▶ [Your goal]:
Go through the listing and copy each line that has the string "Sacré" in it.

### Information given ###

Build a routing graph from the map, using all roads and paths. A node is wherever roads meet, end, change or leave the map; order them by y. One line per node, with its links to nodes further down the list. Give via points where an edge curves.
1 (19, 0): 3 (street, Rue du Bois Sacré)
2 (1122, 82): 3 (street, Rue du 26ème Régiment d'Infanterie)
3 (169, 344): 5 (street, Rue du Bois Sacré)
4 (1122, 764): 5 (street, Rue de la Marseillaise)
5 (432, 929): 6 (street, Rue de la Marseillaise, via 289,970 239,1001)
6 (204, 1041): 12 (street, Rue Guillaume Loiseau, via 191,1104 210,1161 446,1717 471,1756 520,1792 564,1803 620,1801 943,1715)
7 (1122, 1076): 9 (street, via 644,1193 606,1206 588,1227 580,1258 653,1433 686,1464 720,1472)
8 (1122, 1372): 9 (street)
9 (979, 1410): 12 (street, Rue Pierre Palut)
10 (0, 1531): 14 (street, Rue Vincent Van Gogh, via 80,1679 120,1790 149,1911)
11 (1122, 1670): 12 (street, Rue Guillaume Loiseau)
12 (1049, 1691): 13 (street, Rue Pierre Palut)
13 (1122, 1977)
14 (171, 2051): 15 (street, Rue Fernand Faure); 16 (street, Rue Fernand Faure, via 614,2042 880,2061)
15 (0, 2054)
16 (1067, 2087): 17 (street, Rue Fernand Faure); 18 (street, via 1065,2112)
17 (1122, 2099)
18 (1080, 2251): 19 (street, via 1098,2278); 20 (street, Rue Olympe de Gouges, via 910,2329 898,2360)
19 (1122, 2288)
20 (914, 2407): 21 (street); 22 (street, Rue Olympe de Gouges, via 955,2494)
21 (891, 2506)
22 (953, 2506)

###

▶ [Exercise response]:
1 (19, 0): 3 (street, Rue du Bois Sacré)
3 (169, 344): 5 (street, Rue du Bois Sacré)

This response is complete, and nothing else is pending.